**TASK TO COMPLETE**
A single number is the whole answer: the count of lines in these entries that hold "улица".

(PROVIDED MATERIAL Opens)

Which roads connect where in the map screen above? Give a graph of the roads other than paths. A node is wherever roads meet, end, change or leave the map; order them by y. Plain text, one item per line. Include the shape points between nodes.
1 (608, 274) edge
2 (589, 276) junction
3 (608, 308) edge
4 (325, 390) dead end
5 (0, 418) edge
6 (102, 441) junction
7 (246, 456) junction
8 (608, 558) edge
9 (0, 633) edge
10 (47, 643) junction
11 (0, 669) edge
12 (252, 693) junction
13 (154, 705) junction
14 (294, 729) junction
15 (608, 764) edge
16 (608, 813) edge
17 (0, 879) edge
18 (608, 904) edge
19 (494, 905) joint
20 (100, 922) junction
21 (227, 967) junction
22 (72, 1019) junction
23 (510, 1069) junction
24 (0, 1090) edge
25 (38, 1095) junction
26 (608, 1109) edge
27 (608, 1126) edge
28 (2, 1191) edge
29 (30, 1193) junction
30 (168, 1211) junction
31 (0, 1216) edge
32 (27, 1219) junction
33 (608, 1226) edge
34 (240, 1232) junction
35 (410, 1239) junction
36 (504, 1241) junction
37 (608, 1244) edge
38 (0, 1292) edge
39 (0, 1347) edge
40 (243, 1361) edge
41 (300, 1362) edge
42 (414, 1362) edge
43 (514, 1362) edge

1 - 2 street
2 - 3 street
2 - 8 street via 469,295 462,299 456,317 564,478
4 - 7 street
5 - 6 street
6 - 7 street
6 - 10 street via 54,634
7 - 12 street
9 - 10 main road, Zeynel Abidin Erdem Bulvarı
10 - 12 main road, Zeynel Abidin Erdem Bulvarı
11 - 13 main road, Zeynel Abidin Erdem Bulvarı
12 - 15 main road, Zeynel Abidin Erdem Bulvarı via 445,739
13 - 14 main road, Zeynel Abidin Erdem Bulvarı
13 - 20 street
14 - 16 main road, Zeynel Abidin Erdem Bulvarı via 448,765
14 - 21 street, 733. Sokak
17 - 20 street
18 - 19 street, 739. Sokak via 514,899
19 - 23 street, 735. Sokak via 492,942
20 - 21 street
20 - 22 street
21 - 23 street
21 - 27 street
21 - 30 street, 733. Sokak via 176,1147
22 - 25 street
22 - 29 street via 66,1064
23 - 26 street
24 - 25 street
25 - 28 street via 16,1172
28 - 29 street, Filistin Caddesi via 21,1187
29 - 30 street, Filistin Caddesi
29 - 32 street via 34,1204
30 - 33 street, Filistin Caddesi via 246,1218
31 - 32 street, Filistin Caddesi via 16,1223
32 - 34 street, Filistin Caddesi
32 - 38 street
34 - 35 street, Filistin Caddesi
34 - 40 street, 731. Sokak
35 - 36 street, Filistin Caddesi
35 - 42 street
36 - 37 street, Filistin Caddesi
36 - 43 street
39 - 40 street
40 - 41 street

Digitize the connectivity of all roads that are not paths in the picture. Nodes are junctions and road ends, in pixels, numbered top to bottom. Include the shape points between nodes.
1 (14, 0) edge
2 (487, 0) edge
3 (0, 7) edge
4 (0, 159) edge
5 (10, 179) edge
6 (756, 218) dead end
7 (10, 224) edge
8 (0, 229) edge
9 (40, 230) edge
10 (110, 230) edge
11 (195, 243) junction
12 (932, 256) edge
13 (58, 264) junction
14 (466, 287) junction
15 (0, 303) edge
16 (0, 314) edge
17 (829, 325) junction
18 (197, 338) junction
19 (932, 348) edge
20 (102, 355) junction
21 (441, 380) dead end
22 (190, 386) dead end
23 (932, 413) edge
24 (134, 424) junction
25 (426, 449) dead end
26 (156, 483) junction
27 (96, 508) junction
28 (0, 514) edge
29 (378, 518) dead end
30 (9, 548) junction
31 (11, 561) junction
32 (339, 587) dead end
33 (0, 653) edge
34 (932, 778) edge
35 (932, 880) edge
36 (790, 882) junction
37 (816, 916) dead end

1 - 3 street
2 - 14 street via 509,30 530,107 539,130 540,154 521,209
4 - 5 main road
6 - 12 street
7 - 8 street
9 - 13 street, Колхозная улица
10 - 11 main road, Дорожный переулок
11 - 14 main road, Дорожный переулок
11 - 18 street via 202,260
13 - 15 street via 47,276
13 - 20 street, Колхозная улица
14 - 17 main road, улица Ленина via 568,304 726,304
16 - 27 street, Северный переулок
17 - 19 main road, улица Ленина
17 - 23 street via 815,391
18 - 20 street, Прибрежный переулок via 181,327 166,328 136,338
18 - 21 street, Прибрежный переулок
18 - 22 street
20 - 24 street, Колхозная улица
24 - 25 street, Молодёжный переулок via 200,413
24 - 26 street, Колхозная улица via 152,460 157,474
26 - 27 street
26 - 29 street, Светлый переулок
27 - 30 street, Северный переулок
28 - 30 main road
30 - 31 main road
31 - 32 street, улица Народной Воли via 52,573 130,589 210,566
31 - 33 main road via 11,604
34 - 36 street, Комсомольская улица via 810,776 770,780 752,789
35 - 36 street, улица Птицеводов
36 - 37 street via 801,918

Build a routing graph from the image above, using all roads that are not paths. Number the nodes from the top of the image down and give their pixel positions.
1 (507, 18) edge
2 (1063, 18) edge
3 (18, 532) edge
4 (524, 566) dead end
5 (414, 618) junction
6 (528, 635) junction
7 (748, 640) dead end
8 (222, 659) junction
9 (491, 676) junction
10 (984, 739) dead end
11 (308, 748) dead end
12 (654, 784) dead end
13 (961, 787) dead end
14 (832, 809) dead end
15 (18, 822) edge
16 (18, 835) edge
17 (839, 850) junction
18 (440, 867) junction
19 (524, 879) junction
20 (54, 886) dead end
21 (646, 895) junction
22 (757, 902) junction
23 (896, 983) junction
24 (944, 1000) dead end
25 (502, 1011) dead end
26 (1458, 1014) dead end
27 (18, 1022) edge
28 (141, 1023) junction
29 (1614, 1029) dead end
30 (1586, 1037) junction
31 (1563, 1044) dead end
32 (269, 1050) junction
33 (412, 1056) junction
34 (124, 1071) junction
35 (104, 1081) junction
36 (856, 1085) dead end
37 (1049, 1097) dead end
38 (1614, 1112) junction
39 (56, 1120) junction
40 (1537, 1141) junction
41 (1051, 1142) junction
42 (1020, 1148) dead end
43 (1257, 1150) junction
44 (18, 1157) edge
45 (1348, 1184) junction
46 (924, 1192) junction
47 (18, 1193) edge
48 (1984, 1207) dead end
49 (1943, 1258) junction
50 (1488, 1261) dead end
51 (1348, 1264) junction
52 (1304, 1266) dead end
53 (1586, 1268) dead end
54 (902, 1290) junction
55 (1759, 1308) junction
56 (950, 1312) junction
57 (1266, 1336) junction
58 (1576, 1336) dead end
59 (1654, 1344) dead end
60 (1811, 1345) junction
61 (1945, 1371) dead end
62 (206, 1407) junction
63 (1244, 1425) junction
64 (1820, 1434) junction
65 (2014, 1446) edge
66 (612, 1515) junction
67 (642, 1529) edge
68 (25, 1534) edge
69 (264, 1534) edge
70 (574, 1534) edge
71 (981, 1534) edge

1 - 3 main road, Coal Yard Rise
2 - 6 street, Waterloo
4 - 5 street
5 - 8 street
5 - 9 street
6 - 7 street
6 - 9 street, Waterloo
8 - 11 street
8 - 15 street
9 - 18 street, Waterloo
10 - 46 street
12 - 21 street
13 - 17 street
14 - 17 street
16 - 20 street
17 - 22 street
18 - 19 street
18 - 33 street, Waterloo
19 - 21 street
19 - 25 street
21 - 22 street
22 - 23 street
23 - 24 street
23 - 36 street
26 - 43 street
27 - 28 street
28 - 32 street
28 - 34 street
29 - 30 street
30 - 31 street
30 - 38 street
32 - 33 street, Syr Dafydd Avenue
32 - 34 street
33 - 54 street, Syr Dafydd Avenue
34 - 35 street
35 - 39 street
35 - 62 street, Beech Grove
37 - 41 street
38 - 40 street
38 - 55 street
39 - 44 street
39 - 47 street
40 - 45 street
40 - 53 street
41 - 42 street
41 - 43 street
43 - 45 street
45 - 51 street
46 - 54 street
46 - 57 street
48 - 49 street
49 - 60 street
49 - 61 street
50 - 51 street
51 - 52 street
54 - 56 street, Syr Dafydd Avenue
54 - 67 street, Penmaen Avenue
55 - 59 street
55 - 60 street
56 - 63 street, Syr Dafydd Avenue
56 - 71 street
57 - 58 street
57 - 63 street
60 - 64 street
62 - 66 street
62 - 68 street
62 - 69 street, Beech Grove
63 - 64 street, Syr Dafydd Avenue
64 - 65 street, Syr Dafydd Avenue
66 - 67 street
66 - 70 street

(PROVIDED MATERIAL Closes)

**WRITTEN RESPONSE**
9